P/1 – Não, de que horas a que horas?
R – Ia ao meio dia e voltava à tarde, às cinco horas.
P/2 – E como é que era lá no externato, a senhora lembra? Tinha muita disciplina?
R – O externato tinha. Era enorme, tinha umas salas enormes, foi feito para escola mesmo, sabe? Era só feminino, e era assim, tinha as classes conforme a graduação, a sua classe era bem grande. Tinha classes grandes que cabiam até 60 alunos. Professoras só mulher. A diretora chamava Cecília, que era tia das professoras. As sobrinhas eram a Carmem, uma sobrinha, e a outra era a Lourdes.
P/2 – O externato era longe da sua casa?
R – Não, era Rua Hipódromo, uma rua conhecidíssima lá em São Paulo. Era na Rua Hipódromo, dava em frente à Avenida Rangel Pestana, ali onde tem a escola normal, hoje o Anchieta.
P/1 – Como é que a senhora ia para o externato?
R – Ia a pé.
P/1 – Quem levava a senhora?
R – Quando eu era menina tinha quem acompanhava, sempre alguém acompanhava um empregado, mas depois era eu sozinha.

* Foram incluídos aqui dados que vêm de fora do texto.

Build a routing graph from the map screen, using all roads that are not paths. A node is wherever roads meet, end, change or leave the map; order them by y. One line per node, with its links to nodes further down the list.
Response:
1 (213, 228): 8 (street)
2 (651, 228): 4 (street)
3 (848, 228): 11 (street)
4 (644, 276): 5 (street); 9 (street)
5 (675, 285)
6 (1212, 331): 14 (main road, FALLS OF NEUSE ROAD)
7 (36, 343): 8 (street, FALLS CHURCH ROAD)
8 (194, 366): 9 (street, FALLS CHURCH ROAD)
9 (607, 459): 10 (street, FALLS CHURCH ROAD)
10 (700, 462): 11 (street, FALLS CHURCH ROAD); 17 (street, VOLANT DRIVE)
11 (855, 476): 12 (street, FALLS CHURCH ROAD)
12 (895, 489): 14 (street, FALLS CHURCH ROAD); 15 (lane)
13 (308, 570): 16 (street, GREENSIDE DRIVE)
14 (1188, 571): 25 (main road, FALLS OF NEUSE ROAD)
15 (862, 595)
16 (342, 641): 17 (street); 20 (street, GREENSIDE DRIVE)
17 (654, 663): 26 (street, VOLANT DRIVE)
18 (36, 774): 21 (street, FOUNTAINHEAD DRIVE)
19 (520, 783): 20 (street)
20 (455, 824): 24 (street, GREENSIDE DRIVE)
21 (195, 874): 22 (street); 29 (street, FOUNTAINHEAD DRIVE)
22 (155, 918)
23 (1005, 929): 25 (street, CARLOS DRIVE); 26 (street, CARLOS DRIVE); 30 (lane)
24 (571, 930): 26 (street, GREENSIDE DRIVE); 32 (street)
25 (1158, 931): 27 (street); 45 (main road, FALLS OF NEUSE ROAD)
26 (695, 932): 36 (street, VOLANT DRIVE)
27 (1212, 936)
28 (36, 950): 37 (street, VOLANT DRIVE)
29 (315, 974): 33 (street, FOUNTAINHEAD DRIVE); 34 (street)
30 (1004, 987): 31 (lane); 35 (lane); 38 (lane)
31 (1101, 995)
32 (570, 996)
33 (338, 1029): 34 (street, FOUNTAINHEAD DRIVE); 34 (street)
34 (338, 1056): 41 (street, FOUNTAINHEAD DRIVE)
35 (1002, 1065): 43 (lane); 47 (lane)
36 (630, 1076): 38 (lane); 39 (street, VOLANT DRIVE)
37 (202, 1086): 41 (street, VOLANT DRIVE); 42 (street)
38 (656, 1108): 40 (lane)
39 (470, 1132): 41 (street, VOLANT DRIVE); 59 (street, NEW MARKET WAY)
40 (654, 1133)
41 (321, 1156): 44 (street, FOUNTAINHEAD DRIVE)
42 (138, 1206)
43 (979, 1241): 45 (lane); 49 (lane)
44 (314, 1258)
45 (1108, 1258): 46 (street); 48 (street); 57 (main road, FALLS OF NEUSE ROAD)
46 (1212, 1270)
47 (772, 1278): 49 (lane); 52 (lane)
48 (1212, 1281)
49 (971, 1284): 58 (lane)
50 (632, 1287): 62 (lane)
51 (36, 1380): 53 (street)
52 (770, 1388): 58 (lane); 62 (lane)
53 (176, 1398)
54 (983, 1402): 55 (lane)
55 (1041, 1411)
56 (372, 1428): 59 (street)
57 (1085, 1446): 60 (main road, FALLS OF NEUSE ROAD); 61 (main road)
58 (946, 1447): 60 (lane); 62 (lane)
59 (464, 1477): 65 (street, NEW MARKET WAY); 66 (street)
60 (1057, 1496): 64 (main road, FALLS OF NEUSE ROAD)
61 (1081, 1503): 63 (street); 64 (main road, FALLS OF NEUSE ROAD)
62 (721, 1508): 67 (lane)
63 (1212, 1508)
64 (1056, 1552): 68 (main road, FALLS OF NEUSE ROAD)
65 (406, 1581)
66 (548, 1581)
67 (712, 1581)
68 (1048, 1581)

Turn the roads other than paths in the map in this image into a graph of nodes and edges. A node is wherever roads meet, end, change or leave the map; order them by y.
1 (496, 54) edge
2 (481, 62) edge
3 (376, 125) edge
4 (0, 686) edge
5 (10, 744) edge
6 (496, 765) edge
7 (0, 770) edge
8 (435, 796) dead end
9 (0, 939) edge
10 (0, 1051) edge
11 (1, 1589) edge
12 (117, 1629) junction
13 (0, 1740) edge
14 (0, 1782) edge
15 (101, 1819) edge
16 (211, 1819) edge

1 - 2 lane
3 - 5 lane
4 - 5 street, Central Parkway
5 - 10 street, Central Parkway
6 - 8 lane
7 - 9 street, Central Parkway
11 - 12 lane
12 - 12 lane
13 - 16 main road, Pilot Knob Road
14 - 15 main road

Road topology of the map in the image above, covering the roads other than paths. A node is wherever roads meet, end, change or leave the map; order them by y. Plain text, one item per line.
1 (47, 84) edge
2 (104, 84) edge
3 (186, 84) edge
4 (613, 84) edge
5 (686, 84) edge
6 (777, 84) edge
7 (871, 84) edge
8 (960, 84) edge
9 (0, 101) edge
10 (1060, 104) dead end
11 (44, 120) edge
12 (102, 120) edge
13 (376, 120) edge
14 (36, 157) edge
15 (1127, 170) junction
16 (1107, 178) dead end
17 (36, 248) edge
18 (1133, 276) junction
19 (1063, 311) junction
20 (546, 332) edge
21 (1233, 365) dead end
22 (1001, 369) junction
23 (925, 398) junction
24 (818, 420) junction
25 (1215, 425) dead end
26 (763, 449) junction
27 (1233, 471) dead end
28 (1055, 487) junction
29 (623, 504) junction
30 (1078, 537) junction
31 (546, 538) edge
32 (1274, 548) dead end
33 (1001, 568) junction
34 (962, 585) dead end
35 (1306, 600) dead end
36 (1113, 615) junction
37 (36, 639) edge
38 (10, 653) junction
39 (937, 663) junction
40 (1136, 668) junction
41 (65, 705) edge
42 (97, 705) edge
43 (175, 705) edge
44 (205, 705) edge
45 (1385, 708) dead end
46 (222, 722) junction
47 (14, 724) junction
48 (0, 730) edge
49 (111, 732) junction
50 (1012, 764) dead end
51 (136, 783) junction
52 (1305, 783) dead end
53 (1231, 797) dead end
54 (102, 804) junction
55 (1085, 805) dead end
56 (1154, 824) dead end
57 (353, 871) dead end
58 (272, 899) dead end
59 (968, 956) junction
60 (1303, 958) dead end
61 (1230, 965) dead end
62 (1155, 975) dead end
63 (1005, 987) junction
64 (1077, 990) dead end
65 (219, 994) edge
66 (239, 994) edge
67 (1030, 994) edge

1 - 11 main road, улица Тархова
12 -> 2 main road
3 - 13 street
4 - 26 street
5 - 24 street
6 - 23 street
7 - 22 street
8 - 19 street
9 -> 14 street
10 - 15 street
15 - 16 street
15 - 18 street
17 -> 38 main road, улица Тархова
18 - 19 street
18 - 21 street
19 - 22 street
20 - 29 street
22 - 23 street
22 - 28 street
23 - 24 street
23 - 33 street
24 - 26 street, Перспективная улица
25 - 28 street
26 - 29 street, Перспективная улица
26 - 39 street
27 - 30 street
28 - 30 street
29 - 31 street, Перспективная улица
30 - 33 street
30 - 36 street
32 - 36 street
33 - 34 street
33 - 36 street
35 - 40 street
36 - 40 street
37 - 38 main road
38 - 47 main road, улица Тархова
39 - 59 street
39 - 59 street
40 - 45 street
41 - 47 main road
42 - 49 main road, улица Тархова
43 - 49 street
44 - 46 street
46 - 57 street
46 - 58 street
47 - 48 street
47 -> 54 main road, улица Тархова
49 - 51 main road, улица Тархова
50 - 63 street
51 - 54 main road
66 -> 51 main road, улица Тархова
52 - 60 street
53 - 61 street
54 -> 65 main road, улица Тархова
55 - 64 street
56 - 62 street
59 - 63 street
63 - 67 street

P/2 – Tinha empregado na sua casa, então?
R – Sempre teve empregada para ajudar a fazer o serviço, mas cozinha sempre foi minha mãe, nunca largou disso.
P/2 – E a senhora se lembra do seu primeiro dia de aula? Que lembranças a senhora tem dos seus períodos, do tempo que a senhora estudou?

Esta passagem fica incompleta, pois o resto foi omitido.